Once you have Docker Compose installed, run

make createGrpcTlsKeys                          # Creates TLS keys for secure gRPC connections between beacon and validators
make createValidatorKey VALIDATOR_INSTANCE=1    # Creates a shard withdrawal and private key for validator 1, the password is "secret"
make createValidatorKey VALIDATOR_INSTANCE=2    # Creates a shard withdrawal and private key for validator 2, the password is "secret"
docker-compose up -d                            # Creates your environment

The beacon node will now start pulling in the beacon chain, this'll take a while. You can monitor the progress and get an estimation of when this is done by running docker-compose logs -f beacon.

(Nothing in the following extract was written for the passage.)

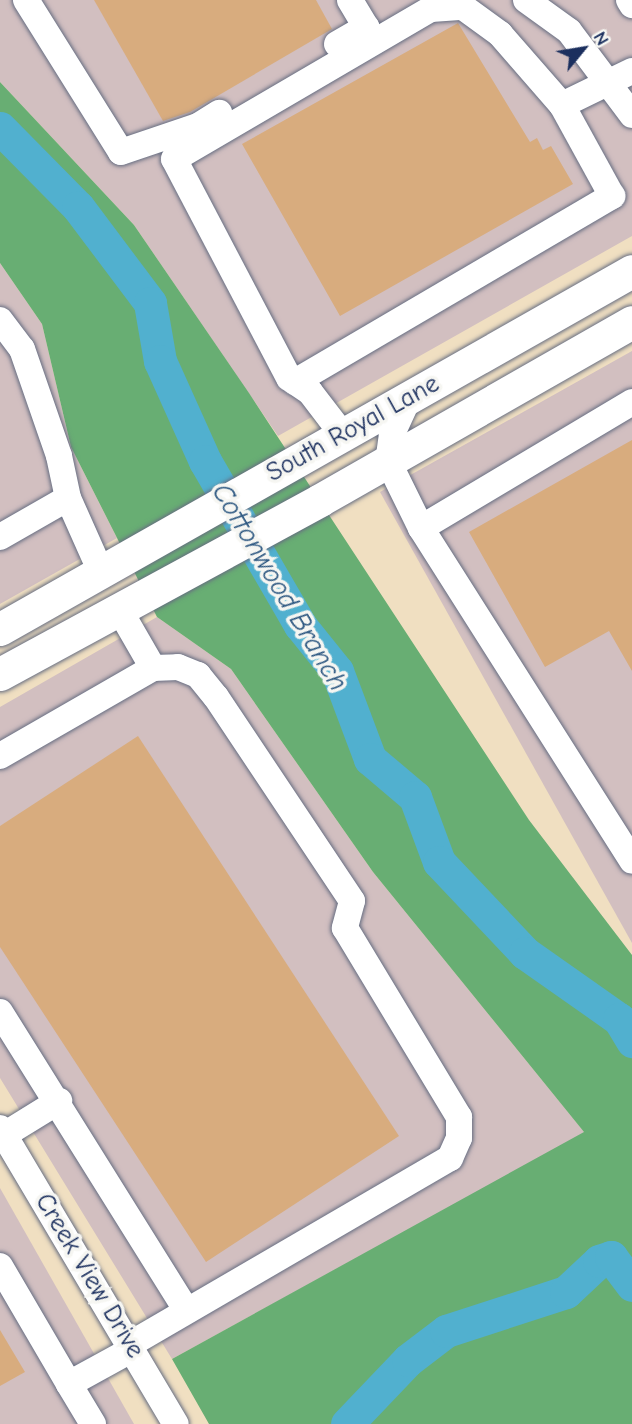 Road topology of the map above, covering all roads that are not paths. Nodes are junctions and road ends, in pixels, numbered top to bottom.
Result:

Once the beacon node is up-to-date, the validator nodes can be initialized. The instructions were given when you executed make createValidatorKey above.

Environment

The following containers will be started:

  • Beacon node: starts pulling in the Ethereum beacon chain that is needed for the validator client. The beacond chaing will be persisted between restarts in var/beacon.
  • 2 Validator clients: the bread and butter of Ethereum 2.0, equivalent to a miner on Ethereum 1.0. The keystore will be persisted in secrets/keystore-1 (and -2) and the validator database in var/validator-1 (and -2).
  • cAdvisor: Monitors resource usage on all the containers
  • InfluxDB: Storage for monitoring data done by cAdvisor
  • Grafana: Tool to make pretty graphs from the monitoring data in InfluxDB, exposed on port 3001, see section below for more details.

Grafana

To get a feel for how many resources the nodes consume, you can go to the system dashboard. This dashboard can't be edited or deleted but you can create your own dashboards and they will be persisted between container restarts. The default data source is already configured to point to the InfluxDB container.